YOUR INSTRUCTIONS » Tell how many lines in the following entries include the word "numbered", giving the figure alone.

DATASET EXTRACT »
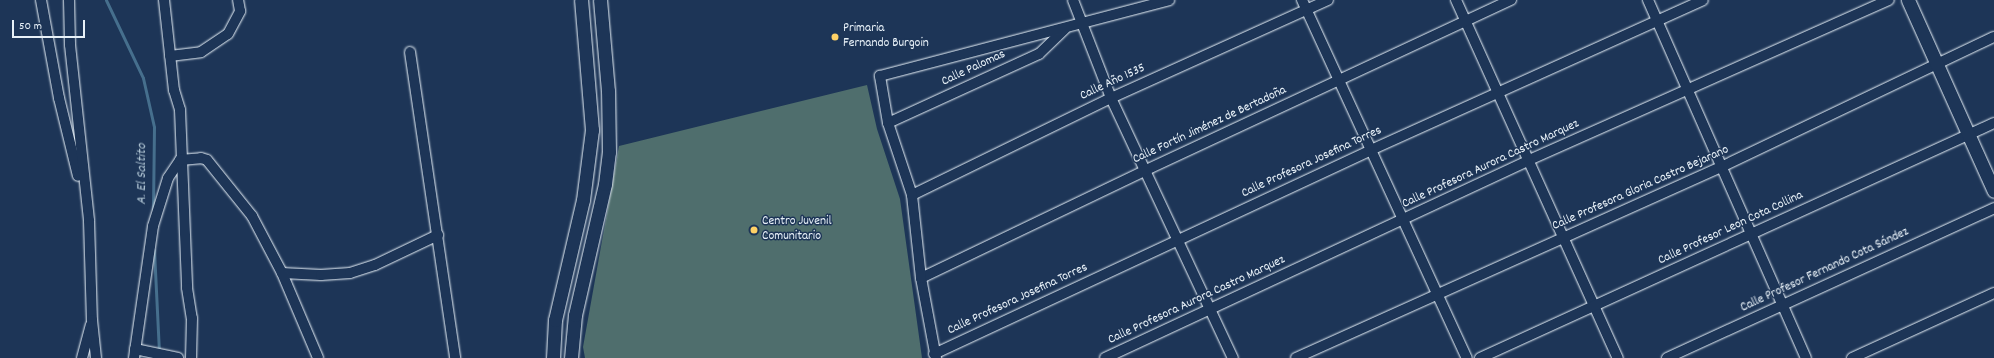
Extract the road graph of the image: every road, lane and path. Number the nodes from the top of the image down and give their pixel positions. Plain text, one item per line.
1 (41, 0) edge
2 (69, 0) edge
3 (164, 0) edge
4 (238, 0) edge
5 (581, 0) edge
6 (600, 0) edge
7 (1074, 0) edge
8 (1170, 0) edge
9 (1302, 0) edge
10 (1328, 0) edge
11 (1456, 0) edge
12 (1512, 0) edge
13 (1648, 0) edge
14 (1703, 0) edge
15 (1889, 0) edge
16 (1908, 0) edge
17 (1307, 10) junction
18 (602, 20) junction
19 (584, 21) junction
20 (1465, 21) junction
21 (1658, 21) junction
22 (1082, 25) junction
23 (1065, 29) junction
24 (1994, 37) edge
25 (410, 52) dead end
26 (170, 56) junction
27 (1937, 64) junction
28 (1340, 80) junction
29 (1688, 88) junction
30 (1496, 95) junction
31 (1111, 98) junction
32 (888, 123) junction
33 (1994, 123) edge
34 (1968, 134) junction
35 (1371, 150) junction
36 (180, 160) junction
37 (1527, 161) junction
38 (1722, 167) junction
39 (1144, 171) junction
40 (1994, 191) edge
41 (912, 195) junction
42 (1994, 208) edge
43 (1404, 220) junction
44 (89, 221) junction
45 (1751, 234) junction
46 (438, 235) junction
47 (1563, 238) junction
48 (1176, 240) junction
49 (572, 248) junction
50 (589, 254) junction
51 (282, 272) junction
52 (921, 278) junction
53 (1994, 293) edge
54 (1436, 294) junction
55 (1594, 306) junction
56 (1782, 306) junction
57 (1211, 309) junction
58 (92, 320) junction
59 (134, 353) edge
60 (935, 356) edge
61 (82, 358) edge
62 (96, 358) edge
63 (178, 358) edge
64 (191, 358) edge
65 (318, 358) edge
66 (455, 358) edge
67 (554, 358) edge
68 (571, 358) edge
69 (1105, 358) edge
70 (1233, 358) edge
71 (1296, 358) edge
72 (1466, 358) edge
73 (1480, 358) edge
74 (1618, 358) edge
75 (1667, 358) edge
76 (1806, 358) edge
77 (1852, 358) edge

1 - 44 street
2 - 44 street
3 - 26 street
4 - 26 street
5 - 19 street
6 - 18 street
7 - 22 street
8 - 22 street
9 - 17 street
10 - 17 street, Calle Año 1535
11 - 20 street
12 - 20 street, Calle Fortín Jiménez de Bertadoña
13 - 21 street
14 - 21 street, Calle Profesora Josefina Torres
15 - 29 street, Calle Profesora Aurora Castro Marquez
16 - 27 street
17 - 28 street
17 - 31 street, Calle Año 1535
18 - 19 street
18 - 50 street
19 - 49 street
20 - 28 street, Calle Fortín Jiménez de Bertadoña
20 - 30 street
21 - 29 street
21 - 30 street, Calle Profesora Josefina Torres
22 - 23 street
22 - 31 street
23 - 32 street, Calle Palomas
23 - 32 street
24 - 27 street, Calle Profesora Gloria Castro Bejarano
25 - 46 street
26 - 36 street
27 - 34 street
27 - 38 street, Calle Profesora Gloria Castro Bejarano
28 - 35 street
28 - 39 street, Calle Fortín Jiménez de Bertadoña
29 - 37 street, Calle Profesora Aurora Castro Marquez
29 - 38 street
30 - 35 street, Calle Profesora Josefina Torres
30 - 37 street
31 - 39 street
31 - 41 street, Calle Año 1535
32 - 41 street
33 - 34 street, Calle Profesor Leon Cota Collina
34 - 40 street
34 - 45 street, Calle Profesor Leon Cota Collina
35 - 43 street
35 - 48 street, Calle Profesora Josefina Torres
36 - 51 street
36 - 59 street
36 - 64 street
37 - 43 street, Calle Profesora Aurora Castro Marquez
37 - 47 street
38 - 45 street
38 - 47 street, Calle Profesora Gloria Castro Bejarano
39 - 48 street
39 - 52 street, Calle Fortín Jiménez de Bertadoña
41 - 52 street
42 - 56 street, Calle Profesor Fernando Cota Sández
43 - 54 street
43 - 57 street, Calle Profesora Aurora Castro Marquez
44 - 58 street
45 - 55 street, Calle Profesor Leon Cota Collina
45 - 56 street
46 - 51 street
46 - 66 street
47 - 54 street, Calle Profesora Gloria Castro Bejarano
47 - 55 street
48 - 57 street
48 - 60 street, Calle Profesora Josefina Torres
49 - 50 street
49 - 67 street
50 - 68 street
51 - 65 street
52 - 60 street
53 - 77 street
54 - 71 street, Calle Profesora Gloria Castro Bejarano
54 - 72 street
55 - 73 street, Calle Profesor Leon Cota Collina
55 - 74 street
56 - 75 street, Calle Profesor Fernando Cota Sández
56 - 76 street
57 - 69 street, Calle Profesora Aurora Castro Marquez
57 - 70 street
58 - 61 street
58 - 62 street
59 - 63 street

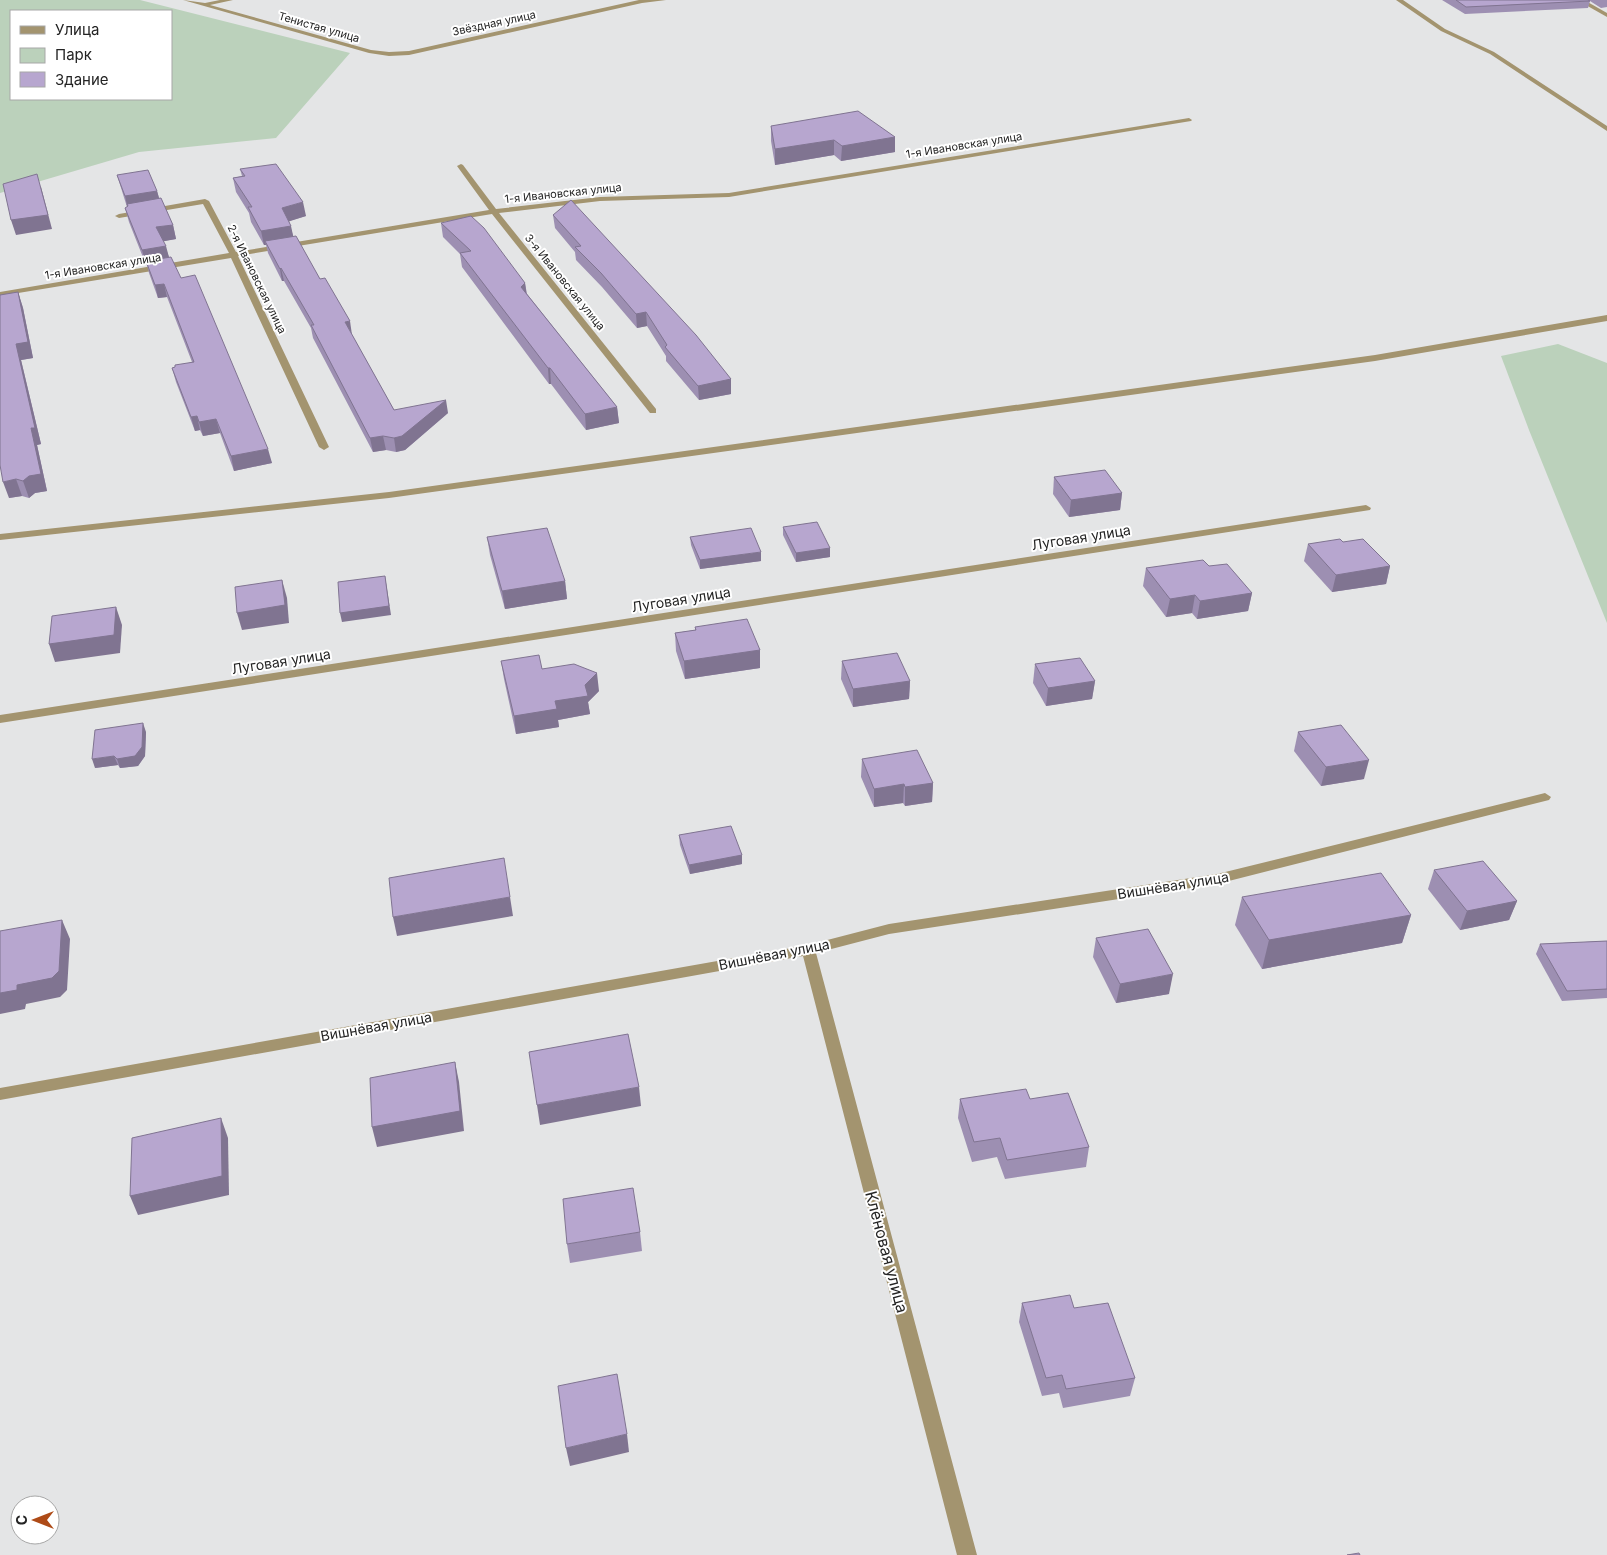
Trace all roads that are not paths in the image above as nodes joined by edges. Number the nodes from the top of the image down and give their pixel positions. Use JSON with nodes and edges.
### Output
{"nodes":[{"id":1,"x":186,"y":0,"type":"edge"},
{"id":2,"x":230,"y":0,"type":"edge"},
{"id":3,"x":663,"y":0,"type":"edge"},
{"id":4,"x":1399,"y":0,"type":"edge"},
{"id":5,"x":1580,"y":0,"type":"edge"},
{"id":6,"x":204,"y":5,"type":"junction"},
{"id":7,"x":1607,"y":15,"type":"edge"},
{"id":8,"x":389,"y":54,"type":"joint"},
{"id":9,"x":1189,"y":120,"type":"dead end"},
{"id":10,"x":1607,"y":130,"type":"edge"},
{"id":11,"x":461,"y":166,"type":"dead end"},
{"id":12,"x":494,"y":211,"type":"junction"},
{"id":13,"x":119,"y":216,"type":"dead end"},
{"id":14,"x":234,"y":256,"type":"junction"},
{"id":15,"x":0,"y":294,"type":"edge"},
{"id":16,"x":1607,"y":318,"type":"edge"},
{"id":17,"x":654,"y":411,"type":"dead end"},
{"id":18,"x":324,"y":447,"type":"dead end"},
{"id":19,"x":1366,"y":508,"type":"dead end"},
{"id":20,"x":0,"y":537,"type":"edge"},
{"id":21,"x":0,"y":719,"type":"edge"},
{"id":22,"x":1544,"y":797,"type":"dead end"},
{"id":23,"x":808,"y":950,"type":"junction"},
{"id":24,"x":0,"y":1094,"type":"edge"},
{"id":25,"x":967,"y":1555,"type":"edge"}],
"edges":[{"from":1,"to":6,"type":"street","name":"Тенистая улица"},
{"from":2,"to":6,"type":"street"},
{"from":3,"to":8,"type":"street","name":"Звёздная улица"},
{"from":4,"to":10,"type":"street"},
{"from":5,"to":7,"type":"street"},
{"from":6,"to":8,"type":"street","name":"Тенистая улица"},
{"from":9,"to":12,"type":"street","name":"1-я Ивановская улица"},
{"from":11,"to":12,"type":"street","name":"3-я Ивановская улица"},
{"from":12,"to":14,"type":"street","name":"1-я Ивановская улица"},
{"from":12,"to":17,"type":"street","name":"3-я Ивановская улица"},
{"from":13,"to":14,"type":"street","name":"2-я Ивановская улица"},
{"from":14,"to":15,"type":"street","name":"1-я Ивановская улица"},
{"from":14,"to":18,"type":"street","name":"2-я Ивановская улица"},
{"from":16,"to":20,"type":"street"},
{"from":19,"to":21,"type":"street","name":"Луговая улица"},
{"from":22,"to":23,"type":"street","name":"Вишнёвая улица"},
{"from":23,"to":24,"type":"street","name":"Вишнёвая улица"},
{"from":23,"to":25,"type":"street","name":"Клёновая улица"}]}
---
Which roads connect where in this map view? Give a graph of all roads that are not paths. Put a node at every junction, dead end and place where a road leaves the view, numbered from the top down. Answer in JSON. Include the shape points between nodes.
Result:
==
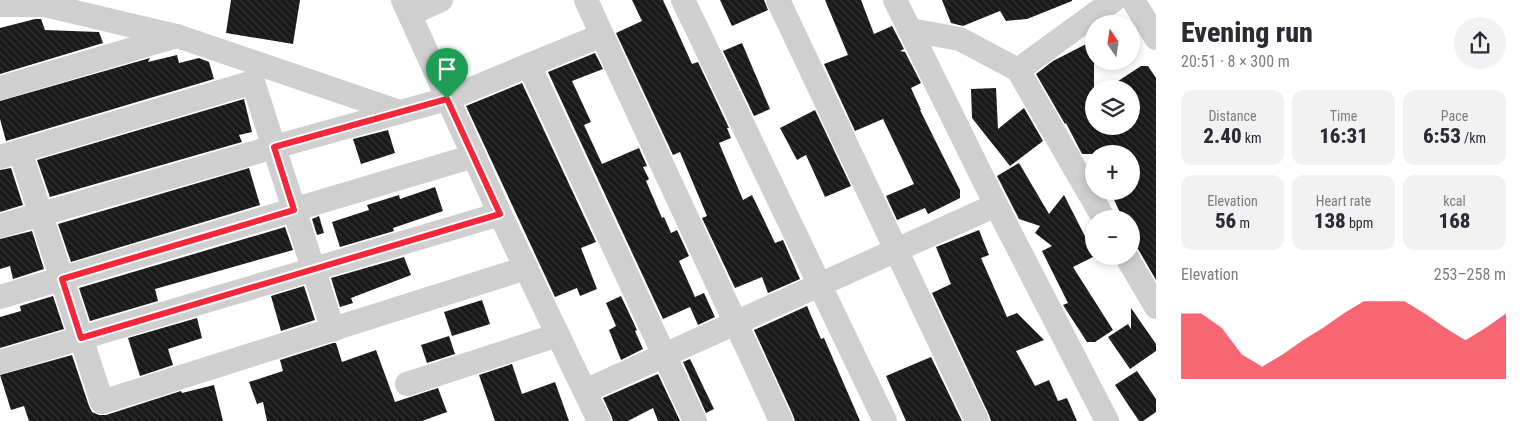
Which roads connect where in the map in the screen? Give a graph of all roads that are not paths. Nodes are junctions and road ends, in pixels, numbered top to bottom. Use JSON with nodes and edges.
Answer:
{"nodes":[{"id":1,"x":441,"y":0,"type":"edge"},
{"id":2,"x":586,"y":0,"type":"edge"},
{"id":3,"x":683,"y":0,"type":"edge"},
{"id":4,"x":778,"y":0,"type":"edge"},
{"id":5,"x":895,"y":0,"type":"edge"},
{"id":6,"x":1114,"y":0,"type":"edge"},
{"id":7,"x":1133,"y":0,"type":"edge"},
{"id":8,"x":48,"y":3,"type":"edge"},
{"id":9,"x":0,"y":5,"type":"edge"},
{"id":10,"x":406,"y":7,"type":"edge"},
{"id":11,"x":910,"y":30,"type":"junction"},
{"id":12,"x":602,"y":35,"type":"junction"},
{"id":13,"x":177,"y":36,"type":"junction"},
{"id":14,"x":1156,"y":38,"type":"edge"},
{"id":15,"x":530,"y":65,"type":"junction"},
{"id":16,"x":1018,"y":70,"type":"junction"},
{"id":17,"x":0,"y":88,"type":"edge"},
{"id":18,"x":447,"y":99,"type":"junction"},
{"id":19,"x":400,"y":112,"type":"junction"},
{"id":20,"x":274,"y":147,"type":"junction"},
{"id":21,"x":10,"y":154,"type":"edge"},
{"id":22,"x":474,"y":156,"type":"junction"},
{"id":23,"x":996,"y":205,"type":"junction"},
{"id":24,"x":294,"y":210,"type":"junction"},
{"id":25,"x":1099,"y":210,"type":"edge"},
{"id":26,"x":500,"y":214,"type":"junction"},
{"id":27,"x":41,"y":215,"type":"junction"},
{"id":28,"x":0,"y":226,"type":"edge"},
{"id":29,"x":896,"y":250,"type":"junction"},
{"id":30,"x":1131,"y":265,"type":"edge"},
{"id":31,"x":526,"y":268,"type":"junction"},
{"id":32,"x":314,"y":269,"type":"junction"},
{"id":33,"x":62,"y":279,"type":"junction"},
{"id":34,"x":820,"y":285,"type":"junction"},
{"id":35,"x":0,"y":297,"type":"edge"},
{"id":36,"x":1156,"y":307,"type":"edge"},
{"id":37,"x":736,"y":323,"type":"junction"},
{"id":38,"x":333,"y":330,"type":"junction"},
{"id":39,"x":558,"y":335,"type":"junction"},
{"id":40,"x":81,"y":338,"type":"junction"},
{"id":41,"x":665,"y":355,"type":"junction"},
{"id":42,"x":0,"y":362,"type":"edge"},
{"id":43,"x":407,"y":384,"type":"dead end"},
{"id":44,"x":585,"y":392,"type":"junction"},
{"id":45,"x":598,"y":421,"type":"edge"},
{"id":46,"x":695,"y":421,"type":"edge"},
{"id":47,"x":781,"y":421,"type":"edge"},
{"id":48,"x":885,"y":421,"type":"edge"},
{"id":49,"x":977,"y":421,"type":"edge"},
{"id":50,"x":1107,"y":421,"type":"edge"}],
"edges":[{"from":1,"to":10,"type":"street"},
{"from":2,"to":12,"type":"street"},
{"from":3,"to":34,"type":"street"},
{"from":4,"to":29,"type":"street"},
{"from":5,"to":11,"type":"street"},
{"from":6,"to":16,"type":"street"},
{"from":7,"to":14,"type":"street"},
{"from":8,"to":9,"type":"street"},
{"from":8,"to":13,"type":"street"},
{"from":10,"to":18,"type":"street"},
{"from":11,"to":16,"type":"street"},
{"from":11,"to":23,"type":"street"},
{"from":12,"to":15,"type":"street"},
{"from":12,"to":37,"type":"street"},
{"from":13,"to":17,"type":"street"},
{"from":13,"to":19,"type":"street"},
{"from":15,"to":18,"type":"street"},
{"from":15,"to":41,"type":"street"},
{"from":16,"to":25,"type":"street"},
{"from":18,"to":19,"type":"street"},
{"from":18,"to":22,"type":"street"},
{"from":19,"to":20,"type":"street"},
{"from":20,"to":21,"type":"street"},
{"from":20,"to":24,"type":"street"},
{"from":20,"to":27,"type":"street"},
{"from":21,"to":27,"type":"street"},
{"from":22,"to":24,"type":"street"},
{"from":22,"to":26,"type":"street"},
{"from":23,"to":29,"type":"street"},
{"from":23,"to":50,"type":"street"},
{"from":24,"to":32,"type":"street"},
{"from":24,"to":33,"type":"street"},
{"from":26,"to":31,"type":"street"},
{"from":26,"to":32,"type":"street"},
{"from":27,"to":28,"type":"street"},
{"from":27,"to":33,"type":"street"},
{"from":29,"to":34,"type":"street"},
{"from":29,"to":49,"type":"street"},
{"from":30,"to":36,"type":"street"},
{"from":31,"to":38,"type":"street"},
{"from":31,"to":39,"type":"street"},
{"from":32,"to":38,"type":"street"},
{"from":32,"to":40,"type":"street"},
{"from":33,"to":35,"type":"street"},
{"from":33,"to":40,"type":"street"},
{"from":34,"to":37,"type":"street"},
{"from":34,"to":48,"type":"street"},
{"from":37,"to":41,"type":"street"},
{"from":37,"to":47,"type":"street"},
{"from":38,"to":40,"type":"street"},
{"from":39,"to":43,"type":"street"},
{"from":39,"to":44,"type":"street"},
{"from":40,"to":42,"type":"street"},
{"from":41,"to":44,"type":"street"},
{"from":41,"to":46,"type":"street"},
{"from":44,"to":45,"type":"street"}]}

FINISHED EXERCISE » 2